# [Problem description]
Please copy each line of the listing that includes the string "Bordentown".

# [Data under study]

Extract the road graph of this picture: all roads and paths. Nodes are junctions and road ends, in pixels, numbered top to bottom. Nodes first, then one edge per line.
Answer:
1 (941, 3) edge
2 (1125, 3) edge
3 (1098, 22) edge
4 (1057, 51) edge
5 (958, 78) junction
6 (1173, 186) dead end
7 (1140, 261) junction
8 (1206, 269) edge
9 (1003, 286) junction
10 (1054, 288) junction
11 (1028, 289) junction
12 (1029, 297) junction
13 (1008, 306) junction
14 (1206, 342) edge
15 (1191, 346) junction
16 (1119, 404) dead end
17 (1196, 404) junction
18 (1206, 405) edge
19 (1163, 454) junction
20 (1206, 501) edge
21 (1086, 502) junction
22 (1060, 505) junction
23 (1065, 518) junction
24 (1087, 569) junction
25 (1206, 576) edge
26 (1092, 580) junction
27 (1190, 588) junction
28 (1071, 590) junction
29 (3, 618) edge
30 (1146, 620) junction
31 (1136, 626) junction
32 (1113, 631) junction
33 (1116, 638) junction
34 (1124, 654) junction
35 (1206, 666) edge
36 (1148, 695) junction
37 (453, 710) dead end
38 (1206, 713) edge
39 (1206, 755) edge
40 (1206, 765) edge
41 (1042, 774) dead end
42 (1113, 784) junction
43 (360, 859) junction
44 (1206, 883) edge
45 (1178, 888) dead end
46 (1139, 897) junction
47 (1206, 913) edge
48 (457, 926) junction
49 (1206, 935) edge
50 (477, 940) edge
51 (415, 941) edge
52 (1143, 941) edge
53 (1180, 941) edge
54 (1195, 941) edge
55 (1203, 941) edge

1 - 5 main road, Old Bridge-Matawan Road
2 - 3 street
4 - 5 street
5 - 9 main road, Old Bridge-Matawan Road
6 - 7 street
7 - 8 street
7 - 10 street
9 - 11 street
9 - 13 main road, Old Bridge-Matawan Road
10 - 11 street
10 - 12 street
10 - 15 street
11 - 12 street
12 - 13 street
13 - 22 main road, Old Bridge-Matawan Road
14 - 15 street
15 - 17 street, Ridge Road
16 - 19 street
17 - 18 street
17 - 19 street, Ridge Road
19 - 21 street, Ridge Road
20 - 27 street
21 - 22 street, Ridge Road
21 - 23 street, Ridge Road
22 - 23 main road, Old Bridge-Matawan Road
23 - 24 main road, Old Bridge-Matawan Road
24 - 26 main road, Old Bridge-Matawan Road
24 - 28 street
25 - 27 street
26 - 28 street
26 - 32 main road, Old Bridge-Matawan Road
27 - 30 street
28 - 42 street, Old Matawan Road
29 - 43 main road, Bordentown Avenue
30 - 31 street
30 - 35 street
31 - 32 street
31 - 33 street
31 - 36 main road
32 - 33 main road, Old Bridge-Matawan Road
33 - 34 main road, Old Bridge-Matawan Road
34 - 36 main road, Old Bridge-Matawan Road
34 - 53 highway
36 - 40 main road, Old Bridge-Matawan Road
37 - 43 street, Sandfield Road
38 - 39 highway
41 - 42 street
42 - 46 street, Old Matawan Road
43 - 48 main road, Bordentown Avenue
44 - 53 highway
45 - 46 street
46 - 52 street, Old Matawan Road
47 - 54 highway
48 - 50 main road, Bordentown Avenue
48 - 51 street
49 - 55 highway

# [Exercise response]
29 - 43 main road, Bordentown Avenue
43 - 48 main road, Bordentown Avenue
48 - 50 main road, Bordentown Avenue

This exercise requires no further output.